Константин Волков - С тобой моя тревога
— В музей сдать надо, — рассмеялась Лихова.
— Что в музей? Запись?
— Нет, деда твоего! За деньги показывать.
— Ты тише! Не болтай чепуху! — Василий впервые сказал ей «ты». — Этим не шутят!
— Уж не партийный ли ты?
— Партийный… Но все равно с этим не шутят!
Она смерила его недоверчивым взглядом.
— А чего же ты, партийный, с воровкой водку пить идешь?
Василий рассмеялся:
— Мы же в гости идем! Водку выдумали не только для беспартийных. Устав не запрещает!
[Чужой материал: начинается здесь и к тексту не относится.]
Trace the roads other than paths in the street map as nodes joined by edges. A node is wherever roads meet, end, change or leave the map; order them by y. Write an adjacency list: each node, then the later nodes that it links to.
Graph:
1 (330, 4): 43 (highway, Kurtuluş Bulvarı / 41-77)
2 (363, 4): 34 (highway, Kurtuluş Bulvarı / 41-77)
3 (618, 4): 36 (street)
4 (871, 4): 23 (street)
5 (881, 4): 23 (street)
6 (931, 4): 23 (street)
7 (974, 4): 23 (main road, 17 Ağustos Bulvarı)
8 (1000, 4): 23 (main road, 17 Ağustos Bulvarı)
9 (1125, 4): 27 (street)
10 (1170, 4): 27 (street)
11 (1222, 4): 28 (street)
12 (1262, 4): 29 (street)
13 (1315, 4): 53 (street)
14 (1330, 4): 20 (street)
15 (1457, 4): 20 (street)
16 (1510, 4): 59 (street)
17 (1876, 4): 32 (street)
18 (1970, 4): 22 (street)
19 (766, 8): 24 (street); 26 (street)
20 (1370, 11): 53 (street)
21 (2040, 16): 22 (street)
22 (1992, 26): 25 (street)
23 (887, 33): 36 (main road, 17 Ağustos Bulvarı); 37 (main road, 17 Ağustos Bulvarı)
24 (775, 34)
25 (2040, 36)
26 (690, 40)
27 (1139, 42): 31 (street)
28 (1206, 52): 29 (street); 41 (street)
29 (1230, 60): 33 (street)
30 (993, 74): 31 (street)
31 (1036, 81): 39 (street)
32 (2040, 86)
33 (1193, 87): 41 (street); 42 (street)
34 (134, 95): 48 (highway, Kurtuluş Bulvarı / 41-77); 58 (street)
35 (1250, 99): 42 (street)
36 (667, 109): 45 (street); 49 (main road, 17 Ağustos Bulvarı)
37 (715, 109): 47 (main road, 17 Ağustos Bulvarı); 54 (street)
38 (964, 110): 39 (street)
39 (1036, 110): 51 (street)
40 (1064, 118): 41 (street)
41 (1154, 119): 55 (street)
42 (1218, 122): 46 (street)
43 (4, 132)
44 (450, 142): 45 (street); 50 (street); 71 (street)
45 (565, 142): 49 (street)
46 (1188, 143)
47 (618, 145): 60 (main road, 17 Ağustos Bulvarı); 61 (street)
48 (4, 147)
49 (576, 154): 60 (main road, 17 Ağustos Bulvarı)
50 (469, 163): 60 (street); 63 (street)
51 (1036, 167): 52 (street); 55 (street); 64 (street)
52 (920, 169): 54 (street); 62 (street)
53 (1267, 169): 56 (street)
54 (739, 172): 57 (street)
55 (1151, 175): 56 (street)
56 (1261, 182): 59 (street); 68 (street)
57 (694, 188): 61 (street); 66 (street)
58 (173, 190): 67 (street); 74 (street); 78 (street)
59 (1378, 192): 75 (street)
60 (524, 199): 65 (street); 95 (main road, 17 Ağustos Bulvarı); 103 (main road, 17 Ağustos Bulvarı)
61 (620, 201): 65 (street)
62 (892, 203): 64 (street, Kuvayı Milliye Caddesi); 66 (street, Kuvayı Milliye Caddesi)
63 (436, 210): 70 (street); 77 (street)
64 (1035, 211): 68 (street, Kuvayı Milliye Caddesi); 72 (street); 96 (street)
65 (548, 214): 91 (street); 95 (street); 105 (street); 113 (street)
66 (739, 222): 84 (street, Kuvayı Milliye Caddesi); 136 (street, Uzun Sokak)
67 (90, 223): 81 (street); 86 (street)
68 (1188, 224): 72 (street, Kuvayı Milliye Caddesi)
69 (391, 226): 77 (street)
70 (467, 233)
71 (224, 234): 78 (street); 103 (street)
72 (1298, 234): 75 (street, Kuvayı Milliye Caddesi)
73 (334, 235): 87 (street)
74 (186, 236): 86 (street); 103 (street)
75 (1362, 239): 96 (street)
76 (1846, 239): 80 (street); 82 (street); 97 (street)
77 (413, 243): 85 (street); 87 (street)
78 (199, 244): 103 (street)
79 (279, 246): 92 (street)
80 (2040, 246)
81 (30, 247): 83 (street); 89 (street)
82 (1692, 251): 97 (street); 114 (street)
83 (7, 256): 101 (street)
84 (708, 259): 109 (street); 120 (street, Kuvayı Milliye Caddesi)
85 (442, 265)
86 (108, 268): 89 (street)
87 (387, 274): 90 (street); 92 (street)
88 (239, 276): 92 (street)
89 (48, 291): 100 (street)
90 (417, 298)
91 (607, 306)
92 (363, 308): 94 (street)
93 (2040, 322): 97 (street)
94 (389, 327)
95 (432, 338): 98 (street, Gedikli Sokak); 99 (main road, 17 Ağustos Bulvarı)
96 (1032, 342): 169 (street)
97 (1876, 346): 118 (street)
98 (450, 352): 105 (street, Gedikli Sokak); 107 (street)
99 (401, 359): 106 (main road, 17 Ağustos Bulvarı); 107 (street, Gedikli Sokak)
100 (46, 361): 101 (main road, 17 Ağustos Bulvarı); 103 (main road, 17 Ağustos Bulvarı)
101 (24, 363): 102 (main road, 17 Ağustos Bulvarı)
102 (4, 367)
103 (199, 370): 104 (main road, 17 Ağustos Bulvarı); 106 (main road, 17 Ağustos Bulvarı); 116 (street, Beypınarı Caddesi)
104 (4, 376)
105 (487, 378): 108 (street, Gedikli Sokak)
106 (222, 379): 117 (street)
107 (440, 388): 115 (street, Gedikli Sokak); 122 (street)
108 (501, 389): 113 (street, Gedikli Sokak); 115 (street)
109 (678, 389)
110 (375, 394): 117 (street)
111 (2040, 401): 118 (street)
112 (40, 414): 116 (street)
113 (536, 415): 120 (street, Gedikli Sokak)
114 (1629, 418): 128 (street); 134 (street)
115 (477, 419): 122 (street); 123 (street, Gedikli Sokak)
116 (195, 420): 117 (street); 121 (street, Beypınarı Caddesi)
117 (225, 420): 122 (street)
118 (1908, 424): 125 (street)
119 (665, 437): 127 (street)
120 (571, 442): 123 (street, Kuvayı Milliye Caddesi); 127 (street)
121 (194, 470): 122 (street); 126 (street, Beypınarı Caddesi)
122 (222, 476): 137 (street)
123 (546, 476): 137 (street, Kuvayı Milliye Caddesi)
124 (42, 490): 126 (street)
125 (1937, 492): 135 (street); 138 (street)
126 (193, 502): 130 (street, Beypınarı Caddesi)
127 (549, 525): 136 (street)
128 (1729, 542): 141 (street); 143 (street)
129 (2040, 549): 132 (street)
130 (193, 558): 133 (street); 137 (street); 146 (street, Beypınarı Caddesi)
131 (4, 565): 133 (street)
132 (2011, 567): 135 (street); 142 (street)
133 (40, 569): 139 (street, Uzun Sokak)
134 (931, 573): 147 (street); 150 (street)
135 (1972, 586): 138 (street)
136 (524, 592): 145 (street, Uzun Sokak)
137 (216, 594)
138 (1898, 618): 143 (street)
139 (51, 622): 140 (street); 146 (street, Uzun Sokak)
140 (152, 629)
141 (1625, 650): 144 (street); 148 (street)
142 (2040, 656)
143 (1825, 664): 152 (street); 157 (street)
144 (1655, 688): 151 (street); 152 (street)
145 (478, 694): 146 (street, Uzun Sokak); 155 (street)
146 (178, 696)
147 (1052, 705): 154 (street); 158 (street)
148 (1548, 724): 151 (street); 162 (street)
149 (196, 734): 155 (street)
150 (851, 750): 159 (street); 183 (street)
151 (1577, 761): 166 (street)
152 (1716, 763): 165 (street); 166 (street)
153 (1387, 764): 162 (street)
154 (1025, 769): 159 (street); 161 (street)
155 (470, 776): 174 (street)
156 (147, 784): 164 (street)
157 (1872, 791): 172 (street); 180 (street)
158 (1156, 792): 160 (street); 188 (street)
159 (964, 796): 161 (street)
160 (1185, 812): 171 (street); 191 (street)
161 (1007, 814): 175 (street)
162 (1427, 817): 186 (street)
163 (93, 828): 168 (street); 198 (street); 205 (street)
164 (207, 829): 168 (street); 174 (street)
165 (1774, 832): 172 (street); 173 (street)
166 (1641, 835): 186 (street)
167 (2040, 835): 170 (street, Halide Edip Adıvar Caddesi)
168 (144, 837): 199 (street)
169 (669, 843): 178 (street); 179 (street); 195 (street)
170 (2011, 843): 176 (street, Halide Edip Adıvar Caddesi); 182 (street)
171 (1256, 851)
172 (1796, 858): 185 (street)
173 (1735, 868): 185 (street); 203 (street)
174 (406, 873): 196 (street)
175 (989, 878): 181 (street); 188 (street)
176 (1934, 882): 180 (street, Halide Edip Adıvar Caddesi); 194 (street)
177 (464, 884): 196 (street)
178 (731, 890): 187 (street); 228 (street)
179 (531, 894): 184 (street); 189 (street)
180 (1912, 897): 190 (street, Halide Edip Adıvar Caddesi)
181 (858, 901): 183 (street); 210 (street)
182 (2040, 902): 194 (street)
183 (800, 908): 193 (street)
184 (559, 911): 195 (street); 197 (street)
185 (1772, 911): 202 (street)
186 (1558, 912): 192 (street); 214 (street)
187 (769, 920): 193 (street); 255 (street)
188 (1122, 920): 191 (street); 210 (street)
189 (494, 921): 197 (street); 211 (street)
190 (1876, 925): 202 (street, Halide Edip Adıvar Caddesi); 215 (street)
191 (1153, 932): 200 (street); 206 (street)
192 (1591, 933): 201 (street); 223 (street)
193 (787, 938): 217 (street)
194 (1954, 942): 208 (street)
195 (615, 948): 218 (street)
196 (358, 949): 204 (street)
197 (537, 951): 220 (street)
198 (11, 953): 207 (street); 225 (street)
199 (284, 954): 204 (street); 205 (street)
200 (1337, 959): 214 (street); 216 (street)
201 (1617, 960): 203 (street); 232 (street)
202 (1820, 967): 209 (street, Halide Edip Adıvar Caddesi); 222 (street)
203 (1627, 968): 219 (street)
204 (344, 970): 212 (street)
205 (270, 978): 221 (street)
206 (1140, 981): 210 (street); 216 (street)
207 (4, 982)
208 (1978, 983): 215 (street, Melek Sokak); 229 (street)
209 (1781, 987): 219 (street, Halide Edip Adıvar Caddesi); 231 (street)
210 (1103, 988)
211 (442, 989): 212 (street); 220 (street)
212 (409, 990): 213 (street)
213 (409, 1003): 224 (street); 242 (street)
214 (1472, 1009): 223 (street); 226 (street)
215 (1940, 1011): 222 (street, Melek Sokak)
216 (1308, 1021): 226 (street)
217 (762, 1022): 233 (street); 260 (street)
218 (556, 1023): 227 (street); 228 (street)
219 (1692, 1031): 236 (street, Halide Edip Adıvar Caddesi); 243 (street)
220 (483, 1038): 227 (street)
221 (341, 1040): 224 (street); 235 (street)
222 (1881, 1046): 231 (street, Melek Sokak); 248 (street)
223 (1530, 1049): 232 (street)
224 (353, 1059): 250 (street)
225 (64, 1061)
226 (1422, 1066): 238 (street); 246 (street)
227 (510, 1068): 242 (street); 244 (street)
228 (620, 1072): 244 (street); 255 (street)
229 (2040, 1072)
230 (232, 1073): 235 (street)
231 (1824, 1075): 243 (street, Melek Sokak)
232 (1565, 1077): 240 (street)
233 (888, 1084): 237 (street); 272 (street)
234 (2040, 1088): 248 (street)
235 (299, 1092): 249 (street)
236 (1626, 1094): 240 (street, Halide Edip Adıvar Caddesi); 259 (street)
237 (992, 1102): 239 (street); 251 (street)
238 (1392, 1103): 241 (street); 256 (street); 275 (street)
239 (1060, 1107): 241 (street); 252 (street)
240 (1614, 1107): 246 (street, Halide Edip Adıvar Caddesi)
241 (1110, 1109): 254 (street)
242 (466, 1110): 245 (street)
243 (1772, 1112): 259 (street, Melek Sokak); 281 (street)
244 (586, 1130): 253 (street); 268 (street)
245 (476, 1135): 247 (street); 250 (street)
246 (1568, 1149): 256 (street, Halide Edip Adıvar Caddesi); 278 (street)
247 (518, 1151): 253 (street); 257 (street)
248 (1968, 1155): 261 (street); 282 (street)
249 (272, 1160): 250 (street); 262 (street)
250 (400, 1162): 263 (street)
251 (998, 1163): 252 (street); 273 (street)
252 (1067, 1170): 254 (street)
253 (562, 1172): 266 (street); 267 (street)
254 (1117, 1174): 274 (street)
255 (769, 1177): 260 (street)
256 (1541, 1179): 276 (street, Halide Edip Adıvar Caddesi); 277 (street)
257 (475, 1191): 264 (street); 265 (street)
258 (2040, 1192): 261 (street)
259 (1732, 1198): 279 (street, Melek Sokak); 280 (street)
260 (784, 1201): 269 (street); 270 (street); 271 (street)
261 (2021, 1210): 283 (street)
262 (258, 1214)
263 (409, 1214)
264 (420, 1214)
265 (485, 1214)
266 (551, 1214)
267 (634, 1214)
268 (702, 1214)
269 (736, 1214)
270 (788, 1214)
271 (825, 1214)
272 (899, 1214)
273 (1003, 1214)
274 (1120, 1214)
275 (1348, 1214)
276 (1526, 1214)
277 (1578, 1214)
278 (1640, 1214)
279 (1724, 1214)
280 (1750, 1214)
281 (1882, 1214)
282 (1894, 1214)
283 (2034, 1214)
— За мной, говорю, чего шьешься? — продолжала она с издевкой. — Коммунист… Порядочных не хватает в поселке? Может, думаешь, что со мной проще, да?
— Не задавайте так много вопросов. Чего злитесь? Не хотите идти — вернемся.
— А чего ты ему про меня сказал?
— Сказал, что приду с приезжей, новой работницей завода.
— Темнишь? Поди, сказал, кто я.
— Не вру. А про себя, если захотите, сами расскажете. Я ведь о вас тоже ничего не знаю.
— Много будешь знать — скоро состаришься… А он точно Ленина видел?
— Говорю…
— Знаешь, Василий, давай не будем у него пить. Посидим немного и смоемся… Я только посмотрю на него, на мамонта… как ты сказал, да погреюсь чуток.
— Почему же не будем? Он и сам выпить любит.
…Их встретил высокий старик в темно-сером двубортном костюме; поверх пиджака передником подвязано полосатое полотенце. У старика было удлиненное сухощавое лицо с тонкими губами и резкими, как подковы, складками вокруг рта. Из-под кустистых седых бровей добро смотрели на нее светлые глаза.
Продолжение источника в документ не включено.